JULIA THE APOSTATE

By Josephine Daskam
Copyright, 1903, by Charles Scribner's Sons

“You don't think it's too young for me, girls?”

“Young for you—par exemple! I should say not,” her niece replied, perking the quivering aigrette still more obliquely upon her aunt's head. Carolyn used par exemple as a good cook uses onion—a hint of it in everything. There were those who said that she interpolated it in the Litany; but Carolyn, who was born Caroline and a Baptist, was too much impressed by the liturgy of what she called The Church to insert even an uncanonized comma.

“Now don't touch it, Aunt Julia, for it's deliciously chic, and if you had your way you'd flatten it down right straight in the middle—you know you would.”

Miss Trueman pursed her lips quizzically.

“I've always thought, Carrie—lyn,” she added hastily, as her niece scowled, “that they put things askew to make 'em different—for a change, as you might say. Now, if they're never in the middle, it's about as tiresome, isn't it?”

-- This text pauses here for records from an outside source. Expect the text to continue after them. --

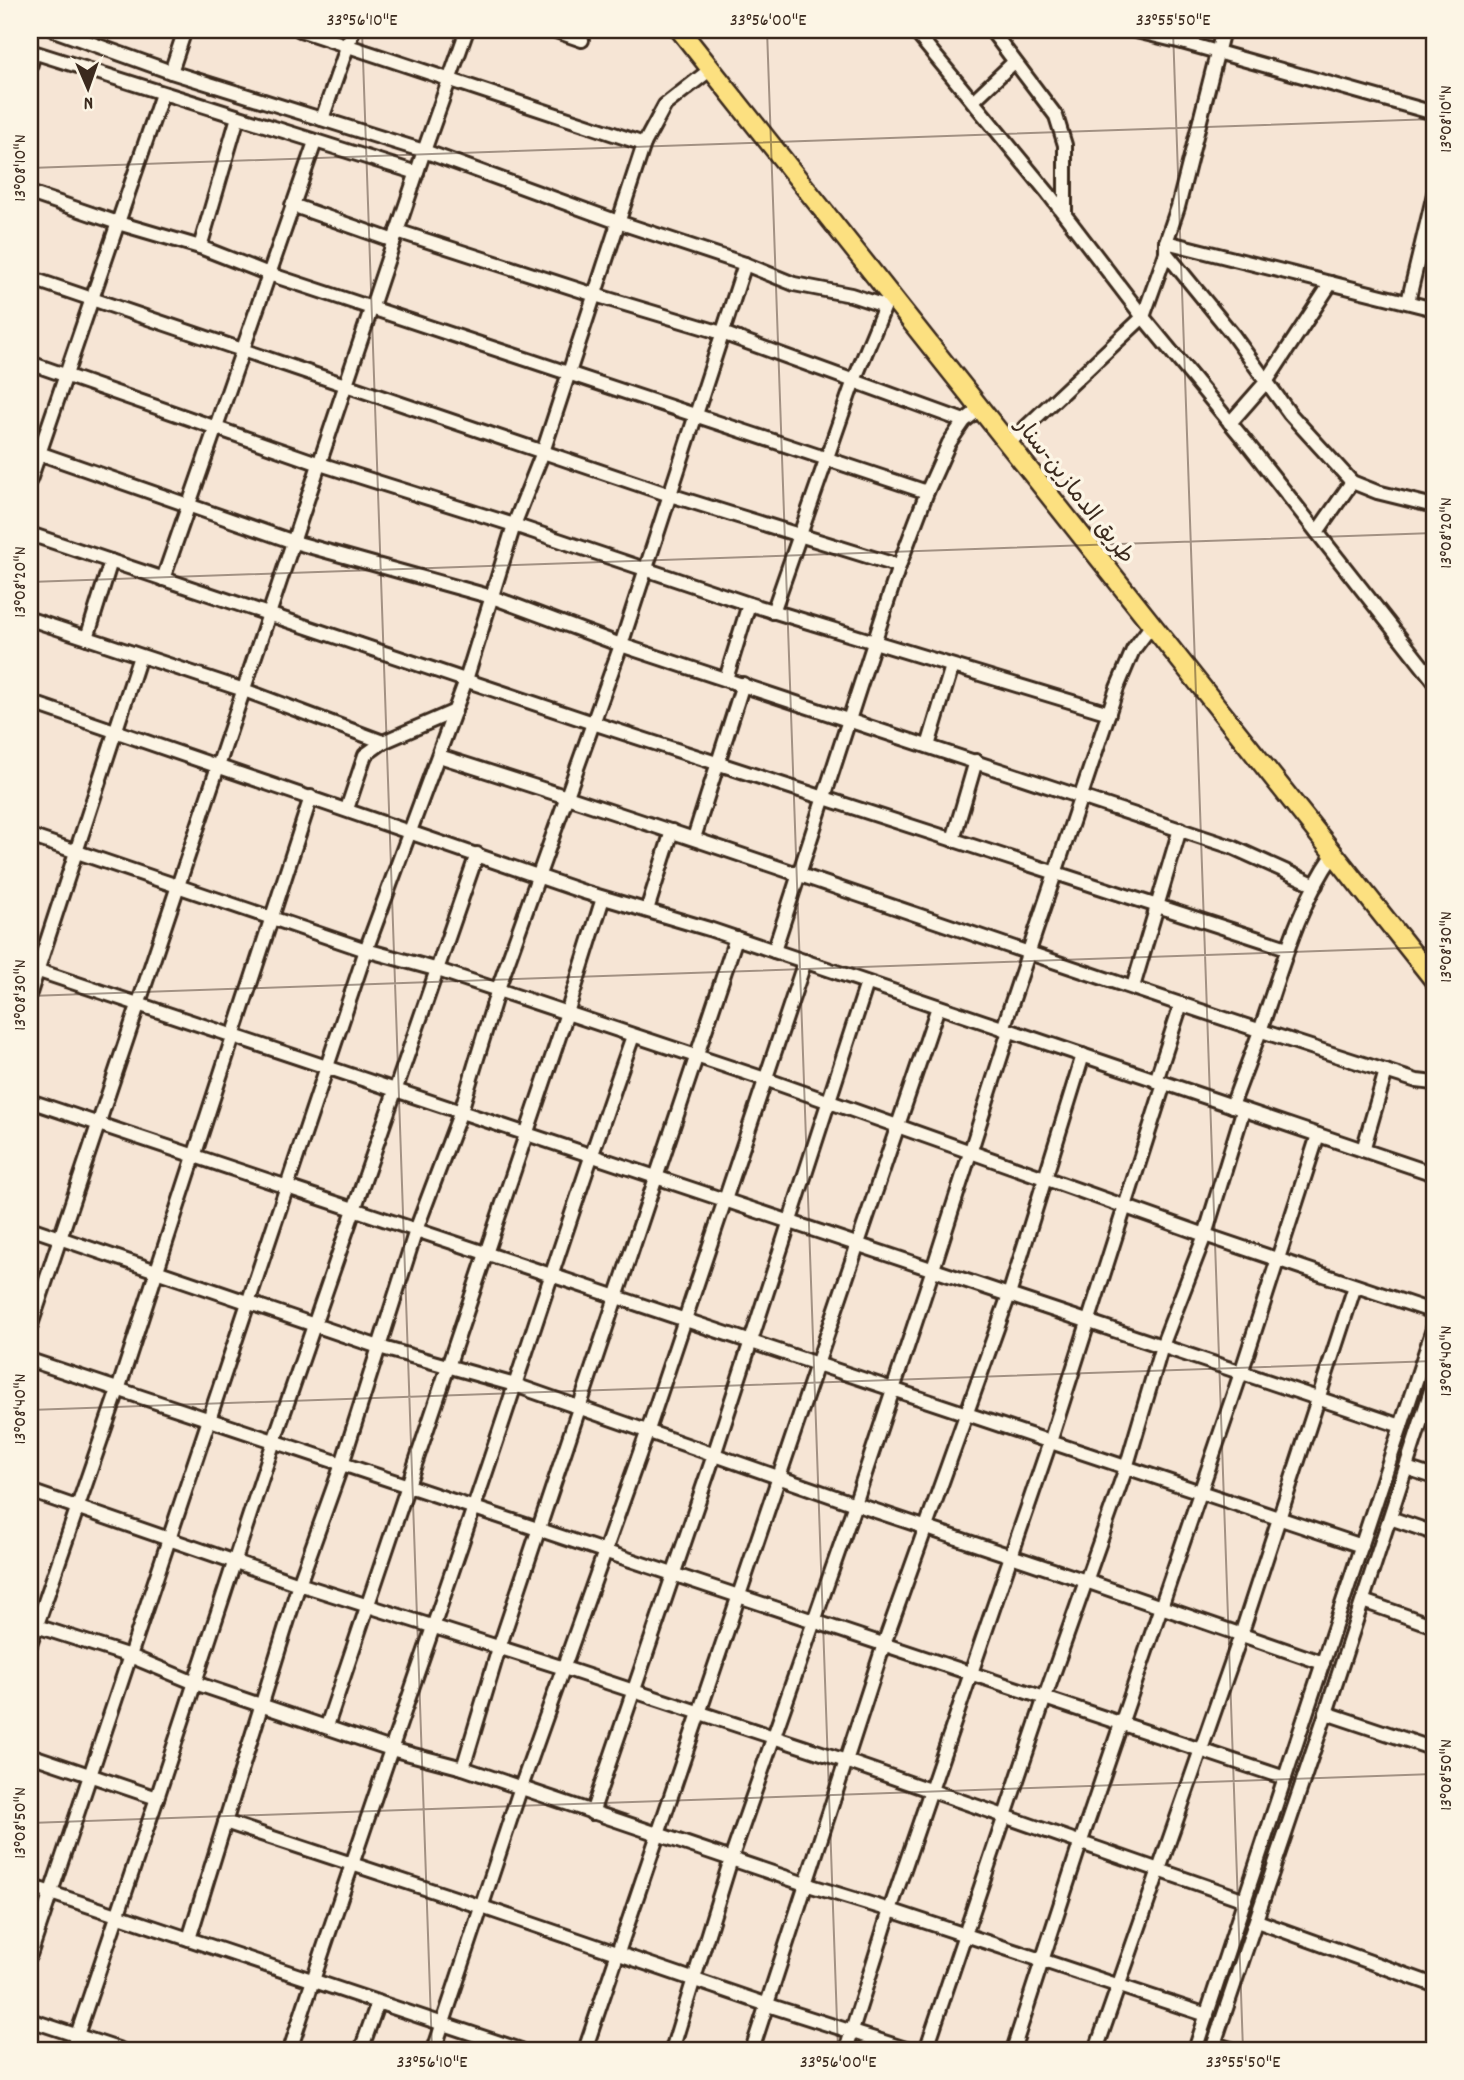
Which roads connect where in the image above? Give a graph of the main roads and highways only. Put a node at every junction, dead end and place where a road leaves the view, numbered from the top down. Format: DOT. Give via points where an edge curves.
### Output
graph roads {
  1 [pos="680,30"];
  2 [pos="1434,980"];
  1 -- 2 [label="highway, طريق الدمازين-سنار" via="887,300 981,408"];
}
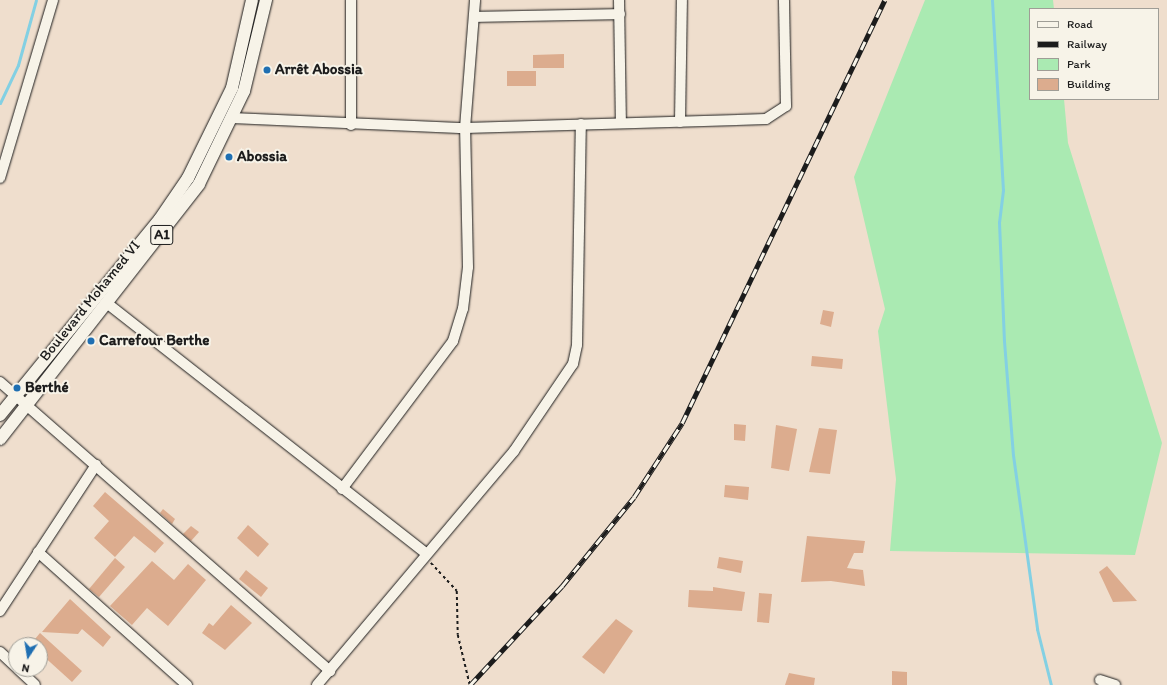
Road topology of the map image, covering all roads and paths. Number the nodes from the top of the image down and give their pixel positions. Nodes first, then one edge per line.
1 (53, 0) edge
2 (252, 0) edge
3 (266, 0) edge
4 (351, 0) edge
5 (475, 0) edge
6 (620, 0) edge
7 (682, 0) edge
8 (784, 0) edge
9 (620, 14) junction
10 (476, 17) junction
11 (232, 118) junction
12 (680, 122) junction
13 (621, 123) junction
14 (351, 124) junction
15 (581, 124) junction
16 (465, 128) junction
17 (0, 178) edge
18 (108, 304) junction
19 (0, 382) edge
20 (16, 396) junction
21 (27, 405) junction
22 (0, 415) edge
23 (0, 439) edge
24 (96, 465) junction
25 (342, 488) junction
26 (38, 552) junction
27 (426, 553) junction
28 (0, 611) edge
29 (0, 652) edge
30 (8, 660) edge
31 (330, 670) junction
32 (26, 677) edge
33 (1100, 680) dead end
34 (35, 685) edge
35 (187, 685) edge
36 (317, 685) edge
37 (470, 685) edge
38 (1115, 685) edge

1 - 17 street
2 - 20 main road, Boulevard Mohamed VI / A1
3 - 11 main road, Boulevard Mohamed VI / A1
4 - 14 street
5 - 10 street
6 - 9 street
7 - 12 street
8 - 12 street
9 - 10 street
9 - 13 street
10 - 16 street
11 - 14 street
11 - 18 main road, Boulevard Mohamed VI / A1
12 - 13 street
13 - 15 street
14 - 16 street
15 - 16 street
15 - 27 street
16 - 25 street
18 - 21 main road, Boulevard Mohamed VI / A1
18 - 25 street
19 - 20 street
20 - 21 street
20 - 22 main road, Boulevard Mohamed VI / A1
21 - 23 main road, Boulevard Mohamed VI / A1
21 - 24 street
24 - 26 street
24 - 31 street
25 - 27 street
26 - 28 street
26 - 35 street
27 - 31 street
27 - 37 path
29 - 30 street
31 - 36 street
32 - 34 street
33 - 38 street

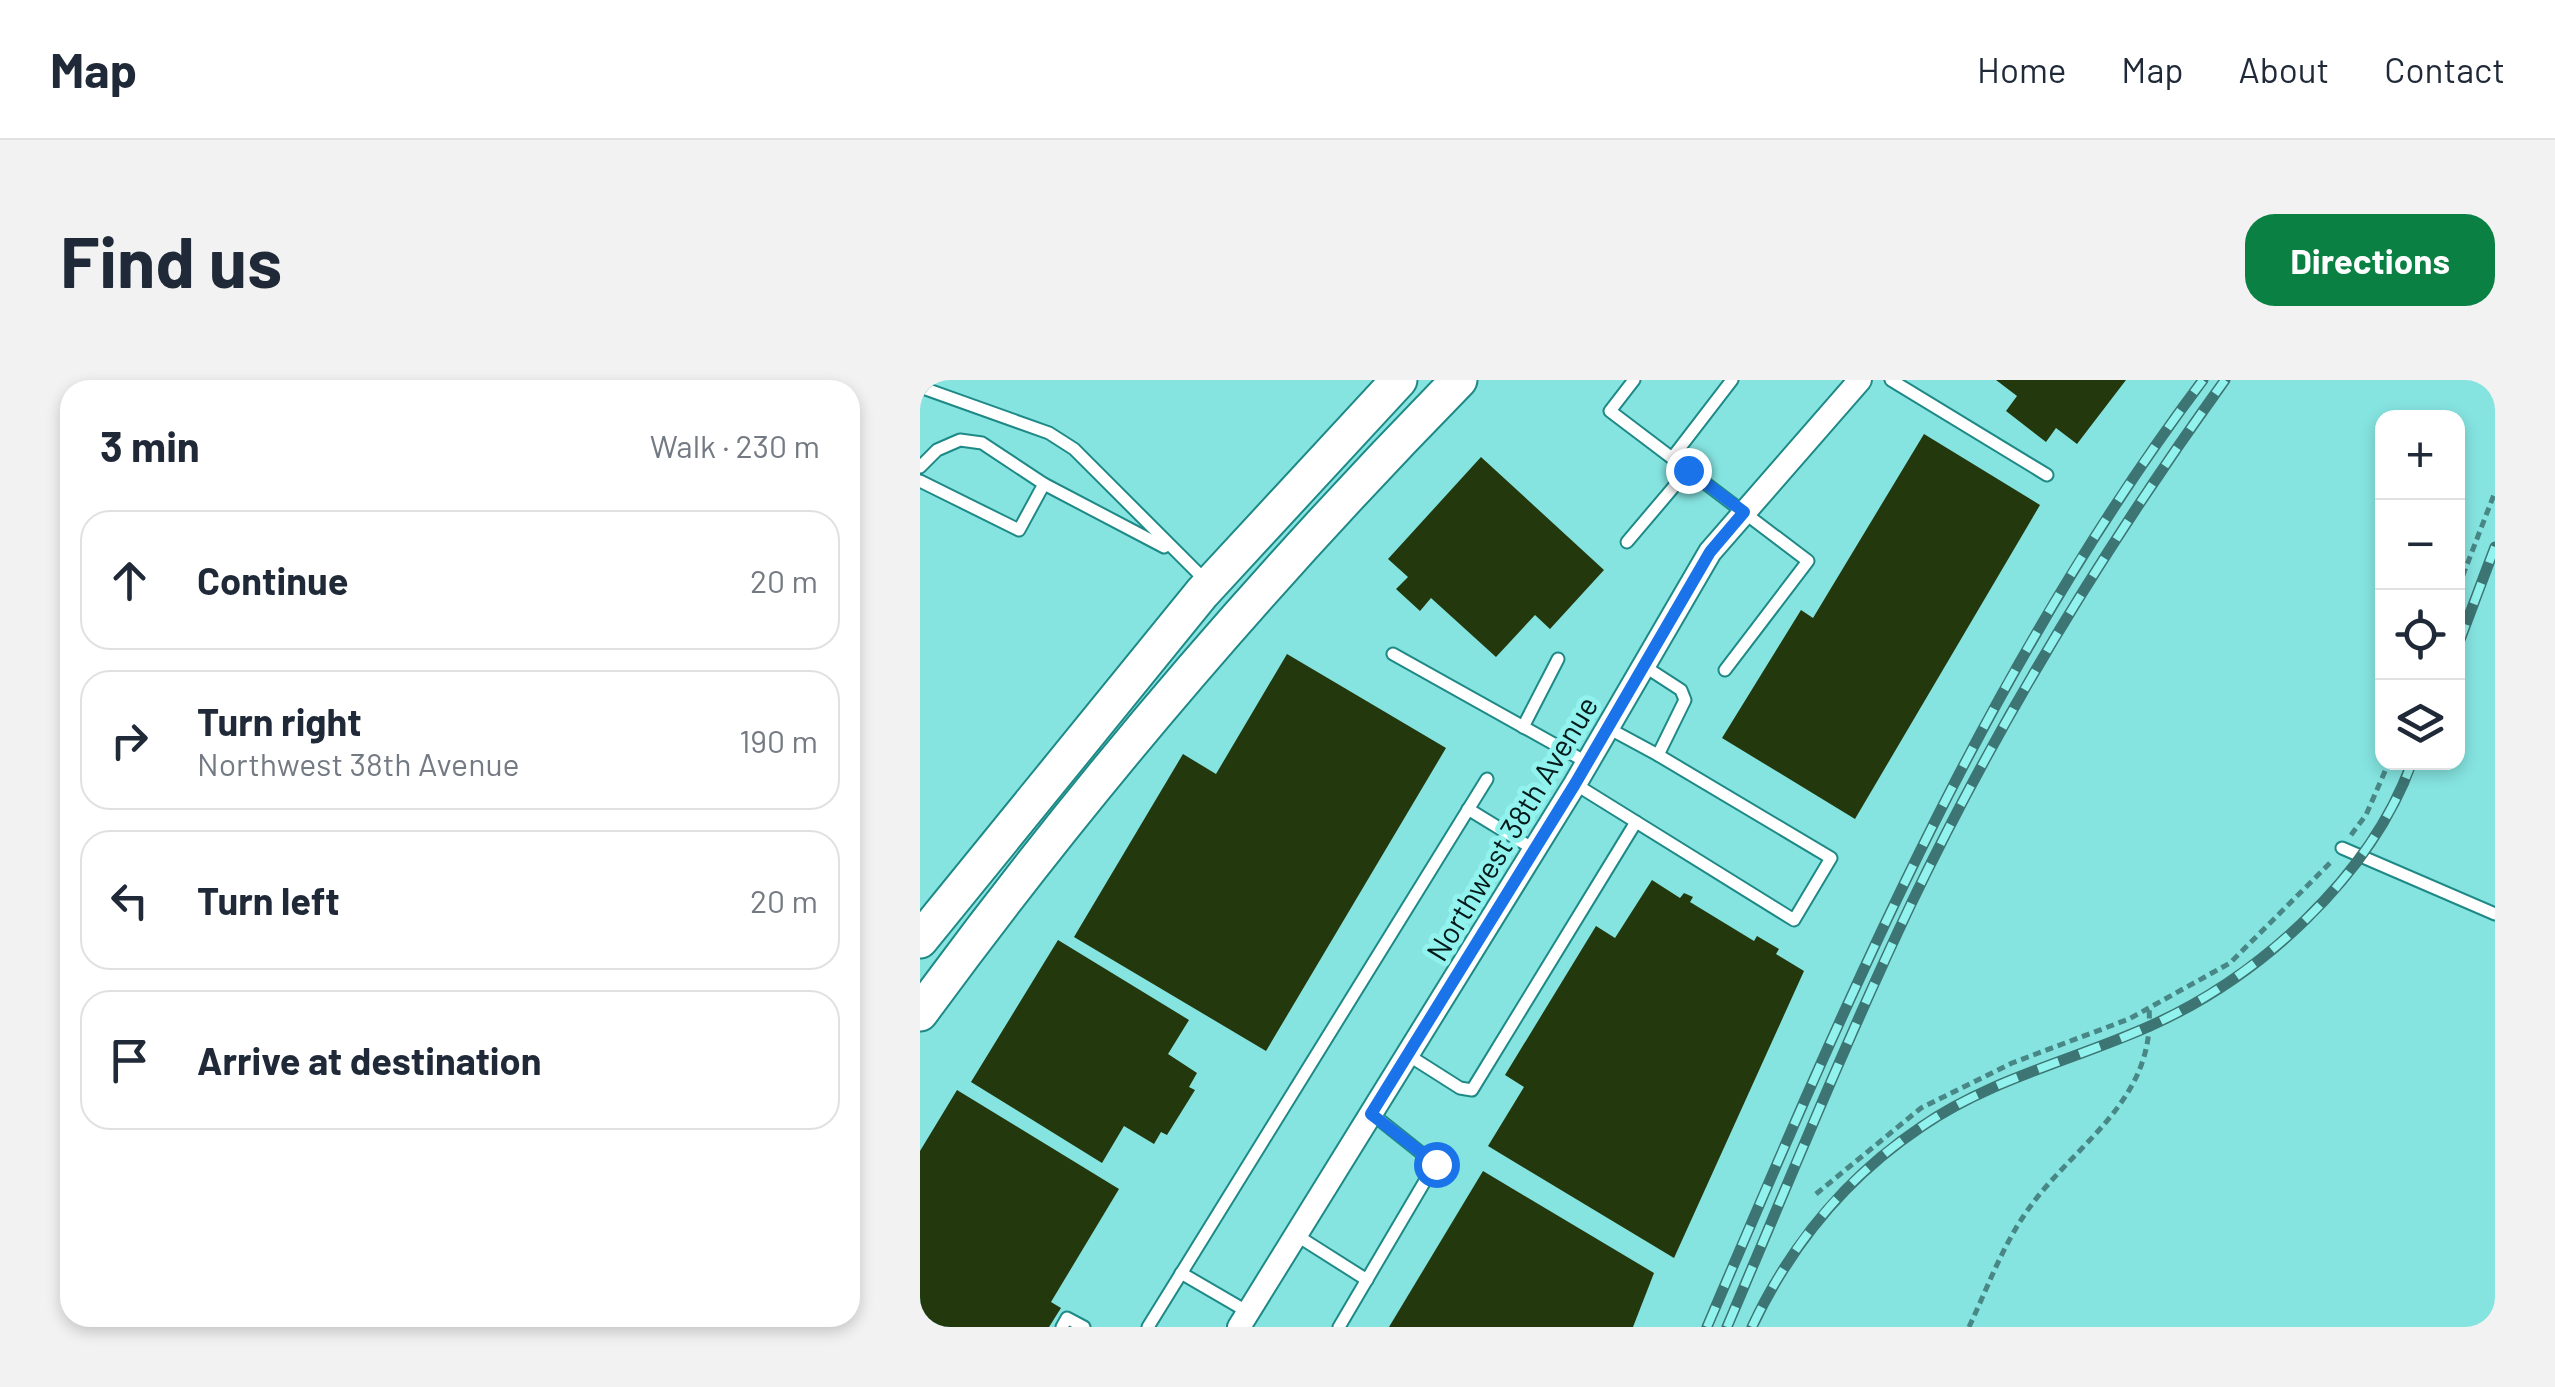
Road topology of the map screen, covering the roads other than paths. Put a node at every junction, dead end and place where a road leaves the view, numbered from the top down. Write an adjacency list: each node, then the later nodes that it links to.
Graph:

Elise, whose napkin-ring bore malignant witness to her loving aunt, Eliza Judd, laughed irrepressibly: she had more sense of humor than her sister. It was she who, though she had assisted in polishing the old copper kettle subsequently utilized as a holder for the tongs and shovel, had refused to consider the yet older wash-boiler in the light of a possible coal-scuttle, greatly to the relief of her aunt, who blushed persistently at any mention of the hearth.

She patted the older woman encouragingly.